Task statement | Every line in the records below with the string "Alameda" needs to be copied out.

Provided information |

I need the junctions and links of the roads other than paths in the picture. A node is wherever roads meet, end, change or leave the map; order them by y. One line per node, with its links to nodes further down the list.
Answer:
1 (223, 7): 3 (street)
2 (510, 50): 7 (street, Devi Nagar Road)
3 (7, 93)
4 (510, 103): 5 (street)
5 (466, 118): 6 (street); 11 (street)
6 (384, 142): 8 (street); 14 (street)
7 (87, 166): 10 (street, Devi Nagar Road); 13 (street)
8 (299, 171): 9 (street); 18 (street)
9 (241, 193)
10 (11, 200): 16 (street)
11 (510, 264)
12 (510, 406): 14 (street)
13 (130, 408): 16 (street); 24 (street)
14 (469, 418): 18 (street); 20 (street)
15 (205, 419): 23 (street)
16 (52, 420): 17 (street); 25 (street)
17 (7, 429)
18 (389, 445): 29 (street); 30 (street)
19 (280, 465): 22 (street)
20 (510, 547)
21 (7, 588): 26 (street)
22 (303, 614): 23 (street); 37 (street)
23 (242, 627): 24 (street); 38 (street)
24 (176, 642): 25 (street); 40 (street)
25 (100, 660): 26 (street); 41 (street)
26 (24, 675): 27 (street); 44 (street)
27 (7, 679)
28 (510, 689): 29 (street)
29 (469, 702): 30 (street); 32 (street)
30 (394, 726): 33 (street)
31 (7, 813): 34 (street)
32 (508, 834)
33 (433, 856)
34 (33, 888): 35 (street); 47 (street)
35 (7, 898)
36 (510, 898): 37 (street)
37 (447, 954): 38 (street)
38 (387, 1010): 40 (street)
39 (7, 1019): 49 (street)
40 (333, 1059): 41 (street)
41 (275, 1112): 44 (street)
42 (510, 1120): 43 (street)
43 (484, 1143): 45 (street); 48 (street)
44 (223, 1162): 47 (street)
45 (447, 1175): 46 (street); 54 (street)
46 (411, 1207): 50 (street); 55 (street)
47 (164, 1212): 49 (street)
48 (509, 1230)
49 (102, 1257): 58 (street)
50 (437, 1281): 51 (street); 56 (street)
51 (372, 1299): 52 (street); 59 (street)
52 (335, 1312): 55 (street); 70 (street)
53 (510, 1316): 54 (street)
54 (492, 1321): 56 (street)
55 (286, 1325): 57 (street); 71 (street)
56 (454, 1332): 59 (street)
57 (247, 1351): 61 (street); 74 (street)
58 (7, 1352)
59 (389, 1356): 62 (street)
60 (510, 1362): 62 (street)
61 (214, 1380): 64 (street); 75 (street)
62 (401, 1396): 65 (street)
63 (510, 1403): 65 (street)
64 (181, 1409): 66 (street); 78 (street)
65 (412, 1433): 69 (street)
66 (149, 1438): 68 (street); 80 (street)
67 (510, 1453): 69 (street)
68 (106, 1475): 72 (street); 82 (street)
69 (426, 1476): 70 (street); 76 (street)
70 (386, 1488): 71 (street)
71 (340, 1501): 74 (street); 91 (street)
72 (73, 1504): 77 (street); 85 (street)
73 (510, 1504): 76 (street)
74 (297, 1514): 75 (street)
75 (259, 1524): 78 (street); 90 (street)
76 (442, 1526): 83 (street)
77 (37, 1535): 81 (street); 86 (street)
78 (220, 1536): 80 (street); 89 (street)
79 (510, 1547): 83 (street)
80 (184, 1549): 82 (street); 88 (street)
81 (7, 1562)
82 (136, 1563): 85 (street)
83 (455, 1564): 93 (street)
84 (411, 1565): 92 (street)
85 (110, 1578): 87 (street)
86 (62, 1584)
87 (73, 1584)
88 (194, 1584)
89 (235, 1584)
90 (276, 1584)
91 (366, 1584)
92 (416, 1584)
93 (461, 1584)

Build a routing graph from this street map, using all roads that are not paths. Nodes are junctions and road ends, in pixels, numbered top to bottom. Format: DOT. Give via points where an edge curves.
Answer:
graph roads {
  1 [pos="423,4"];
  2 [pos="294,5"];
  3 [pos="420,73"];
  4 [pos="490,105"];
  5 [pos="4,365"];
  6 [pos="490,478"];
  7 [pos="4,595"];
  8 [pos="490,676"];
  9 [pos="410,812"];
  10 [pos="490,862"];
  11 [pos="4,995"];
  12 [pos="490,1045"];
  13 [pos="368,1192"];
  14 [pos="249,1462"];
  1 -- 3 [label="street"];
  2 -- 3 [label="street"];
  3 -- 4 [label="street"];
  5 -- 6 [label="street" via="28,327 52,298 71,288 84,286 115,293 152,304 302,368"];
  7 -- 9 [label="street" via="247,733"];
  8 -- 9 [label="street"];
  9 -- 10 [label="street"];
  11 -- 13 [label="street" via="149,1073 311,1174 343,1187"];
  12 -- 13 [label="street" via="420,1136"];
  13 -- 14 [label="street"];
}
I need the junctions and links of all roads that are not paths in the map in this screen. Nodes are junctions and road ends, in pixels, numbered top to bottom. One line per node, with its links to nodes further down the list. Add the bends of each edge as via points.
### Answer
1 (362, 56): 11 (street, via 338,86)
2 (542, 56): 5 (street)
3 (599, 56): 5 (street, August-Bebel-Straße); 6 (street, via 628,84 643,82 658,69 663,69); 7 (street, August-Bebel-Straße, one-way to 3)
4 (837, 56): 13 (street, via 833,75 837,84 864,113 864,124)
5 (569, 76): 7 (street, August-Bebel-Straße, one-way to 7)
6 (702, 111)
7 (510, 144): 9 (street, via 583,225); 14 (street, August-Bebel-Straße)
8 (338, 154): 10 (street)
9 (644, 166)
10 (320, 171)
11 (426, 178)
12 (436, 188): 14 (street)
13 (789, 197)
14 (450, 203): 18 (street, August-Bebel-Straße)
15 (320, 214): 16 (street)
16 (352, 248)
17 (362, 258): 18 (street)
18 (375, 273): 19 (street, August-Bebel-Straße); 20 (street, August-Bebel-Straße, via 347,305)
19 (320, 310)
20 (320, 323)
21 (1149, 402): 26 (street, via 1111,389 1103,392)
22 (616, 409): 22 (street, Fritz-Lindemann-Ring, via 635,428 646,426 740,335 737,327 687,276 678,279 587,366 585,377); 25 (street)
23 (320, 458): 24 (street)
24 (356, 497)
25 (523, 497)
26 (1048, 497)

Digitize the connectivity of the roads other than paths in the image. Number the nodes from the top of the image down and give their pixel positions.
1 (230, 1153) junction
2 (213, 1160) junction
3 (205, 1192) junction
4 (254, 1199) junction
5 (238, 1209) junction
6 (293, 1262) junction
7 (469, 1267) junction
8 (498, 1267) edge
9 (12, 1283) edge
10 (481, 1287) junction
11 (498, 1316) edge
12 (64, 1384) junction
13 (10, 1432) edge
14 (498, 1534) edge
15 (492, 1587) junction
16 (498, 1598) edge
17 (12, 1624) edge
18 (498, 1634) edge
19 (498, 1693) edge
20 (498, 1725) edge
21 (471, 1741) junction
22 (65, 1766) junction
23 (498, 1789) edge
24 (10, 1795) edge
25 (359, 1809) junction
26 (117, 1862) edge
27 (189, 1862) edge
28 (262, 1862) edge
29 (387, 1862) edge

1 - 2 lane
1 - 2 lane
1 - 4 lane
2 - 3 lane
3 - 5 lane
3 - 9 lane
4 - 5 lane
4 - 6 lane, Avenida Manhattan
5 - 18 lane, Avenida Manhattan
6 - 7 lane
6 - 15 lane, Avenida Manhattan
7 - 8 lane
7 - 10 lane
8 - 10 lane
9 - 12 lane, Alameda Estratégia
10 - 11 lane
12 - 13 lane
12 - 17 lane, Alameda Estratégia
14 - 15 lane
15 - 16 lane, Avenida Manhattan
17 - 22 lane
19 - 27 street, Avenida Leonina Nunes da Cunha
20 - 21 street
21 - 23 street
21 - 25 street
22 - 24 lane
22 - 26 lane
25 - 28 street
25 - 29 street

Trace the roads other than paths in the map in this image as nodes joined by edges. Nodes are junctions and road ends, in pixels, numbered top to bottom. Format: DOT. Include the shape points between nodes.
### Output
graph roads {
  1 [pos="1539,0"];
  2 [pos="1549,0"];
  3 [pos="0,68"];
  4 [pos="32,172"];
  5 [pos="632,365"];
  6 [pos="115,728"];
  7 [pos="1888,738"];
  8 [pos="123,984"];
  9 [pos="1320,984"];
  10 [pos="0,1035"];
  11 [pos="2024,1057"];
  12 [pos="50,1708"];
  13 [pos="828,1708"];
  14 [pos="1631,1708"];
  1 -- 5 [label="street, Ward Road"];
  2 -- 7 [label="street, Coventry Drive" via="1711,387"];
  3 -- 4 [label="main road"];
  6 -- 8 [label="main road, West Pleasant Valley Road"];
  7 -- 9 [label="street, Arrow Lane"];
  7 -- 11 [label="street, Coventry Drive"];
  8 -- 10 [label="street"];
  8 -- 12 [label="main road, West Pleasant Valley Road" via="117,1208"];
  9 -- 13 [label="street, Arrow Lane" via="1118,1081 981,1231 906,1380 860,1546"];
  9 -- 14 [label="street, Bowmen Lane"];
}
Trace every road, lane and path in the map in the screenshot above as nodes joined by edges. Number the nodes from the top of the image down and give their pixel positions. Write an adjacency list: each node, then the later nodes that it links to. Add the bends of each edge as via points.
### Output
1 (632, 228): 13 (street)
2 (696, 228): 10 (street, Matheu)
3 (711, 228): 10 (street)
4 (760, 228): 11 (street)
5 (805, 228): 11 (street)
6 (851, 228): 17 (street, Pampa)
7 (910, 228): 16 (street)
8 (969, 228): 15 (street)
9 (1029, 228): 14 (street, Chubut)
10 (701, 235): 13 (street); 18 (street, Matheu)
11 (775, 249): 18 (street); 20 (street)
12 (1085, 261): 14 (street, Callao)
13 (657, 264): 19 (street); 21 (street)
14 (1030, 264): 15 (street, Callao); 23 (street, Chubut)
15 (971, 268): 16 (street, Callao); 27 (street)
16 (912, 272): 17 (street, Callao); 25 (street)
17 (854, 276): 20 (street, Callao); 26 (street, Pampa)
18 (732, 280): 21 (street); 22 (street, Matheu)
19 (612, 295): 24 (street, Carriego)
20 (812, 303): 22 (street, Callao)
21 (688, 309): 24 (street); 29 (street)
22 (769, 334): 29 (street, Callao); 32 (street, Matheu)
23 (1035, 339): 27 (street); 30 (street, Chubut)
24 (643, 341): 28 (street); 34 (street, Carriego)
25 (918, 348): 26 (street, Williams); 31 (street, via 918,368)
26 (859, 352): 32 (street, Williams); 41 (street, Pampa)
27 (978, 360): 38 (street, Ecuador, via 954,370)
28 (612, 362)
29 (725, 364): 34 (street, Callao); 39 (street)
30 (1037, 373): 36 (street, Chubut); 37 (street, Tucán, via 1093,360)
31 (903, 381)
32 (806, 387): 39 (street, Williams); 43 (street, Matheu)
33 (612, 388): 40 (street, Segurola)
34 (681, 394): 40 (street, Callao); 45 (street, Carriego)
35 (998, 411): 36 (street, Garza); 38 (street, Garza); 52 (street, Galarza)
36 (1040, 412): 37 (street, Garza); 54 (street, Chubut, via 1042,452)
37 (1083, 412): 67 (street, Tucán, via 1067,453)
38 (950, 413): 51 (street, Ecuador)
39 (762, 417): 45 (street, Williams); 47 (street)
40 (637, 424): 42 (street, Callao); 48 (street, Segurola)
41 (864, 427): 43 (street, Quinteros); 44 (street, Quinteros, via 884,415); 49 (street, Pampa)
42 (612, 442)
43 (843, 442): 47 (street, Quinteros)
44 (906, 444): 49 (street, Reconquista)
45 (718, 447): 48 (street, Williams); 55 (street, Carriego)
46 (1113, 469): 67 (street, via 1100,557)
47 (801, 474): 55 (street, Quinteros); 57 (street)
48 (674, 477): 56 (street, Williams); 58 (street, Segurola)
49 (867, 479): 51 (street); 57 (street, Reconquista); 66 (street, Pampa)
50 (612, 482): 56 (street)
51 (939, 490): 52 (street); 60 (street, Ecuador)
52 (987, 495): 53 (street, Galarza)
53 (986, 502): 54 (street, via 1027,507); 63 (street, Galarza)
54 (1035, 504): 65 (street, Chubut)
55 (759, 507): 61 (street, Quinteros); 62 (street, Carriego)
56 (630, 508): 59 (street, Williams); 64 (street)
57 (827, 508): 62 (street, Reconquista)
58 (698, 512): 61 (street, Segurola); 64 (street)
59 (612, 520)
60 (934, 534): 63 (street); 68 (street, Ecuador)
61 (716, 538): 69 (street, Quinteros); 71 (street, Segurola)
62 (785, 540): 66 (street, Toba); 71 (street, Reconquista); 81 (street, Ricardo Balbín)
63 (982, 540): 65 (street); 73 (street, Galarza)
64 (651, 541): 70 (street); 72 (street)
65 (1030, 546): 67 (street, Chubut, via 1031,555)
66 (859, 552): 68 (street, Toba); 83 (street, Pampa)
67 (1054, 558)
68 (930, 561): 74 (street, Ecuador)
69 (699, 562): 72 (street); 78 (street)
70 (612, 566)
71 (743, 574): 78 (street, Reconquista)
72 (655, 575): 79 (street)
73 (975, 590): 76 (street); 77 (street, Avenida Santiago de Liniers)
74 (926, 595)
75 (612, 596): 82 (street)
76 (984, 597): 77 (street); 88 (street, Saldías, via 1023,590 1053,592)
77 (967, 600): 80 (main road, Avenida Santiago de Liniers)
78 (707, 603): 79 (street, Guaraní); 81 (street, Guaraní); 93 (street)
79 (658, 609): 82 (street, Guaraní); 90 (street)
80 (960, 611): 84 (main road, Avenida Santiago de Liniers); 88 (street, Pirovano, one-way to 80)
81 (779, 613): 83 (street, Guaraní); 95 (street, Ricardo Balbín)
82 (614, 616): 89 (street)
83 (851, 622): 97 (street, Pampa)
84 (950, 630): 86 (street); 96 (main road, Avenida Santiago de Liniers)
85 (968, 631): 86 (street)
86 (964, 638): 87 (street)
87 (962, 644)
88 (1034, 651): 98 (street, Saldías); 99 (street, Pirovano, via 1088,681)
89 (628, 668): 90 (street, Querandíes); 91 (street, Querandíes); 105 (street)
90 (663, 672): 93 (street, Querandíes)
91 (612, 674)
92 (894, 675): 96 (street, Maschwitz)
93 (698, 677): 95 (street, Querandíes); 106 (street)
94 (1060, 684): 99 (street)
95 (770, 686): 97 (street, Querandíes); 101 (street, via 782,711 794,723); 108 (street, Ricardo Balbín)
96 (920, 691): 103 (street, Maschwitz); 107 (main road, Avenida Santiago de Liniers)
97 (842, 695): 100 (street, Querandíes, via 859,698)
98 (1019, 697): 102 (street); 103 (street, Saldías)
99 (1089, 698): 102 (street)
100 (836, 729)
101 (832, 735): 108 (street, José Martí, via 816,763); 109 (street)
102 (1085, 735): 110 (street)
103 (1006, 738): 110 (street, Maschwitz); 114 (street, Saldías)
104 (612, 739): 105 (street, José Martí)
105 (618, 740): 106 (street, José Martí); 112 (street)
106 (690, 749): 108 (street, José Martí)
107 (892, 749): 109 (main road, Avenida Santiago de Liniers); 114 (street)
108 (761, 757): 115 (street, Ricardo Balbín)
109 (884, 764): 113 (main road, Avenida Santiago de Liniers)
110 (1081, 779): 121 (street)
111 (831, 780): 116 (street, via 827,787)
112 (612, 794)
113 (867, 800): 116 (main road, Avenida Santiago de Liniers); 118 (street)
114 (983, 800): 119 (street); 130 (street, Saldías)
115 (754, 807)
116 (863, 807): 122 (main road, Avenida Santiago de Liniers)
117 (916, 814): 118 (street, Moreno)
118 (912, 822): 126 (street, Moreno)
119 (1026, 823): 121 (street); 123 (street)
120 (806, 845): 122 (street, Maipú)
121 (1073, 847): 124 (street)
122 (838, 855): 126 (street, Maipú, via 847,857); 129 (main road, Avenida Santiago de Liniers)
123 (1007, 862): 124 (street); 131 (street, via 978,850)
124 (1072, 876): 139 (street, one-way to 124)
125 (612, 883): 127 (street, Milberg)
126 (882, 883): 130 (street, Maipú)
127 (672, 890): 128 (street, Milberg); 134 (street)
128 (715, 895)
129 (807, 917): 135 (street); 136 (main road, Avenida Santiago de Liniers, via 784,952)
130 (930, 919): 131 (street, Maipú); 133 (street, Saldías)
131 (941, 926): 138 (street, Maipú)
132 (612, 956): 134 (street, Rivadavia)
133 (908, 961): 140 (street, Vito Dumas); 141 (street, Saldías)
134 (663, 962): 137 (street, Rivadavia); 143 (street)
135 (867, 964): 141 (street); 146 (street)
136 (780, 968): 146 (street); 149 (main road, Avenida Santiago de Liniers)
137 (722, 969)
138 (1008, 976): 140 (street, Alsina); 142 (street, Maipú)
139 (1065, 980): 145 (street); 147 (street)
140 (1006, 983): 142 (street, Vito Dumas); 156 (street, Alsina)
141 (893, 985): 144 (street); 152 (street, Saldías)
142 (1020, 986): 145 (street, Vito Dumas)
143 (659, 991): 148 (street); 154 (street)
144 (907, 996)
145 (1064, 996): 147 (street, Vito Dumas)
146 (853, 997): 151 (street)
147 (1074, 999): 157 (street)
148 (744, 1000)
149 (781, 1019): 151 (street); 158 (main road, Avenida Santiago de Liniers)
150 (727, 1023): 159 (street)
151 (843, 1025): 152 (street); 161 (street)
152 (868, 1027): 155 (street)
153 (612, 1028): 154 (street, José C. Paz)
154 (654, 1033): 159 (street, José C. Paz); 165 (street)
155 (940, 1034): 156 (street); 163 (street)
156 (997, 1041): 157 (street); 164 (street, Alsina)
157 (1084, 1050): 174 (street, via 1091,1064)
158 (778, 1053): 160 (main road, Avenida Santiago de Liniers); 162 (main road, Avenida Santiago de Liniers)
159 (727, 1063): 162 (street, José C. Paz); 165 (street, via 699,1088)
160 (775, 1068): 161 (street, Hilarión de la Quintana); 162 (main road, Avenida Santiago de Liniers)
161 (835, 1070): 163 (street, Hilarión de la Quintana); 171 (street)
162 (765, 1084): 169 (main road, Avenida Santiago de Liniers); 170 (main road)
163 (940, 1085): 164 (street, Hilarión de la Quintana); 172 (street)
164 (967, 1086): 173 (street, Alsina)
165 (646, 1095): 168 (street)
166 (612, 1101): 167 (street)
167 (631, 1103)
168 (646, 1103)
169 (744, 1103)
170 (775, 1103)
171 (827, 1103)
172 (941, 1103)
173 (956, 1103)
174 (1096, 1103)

Exercise result |
9 - 12 lane, Alameda Estratégia
12 - 17 lane, Alameda Estratégia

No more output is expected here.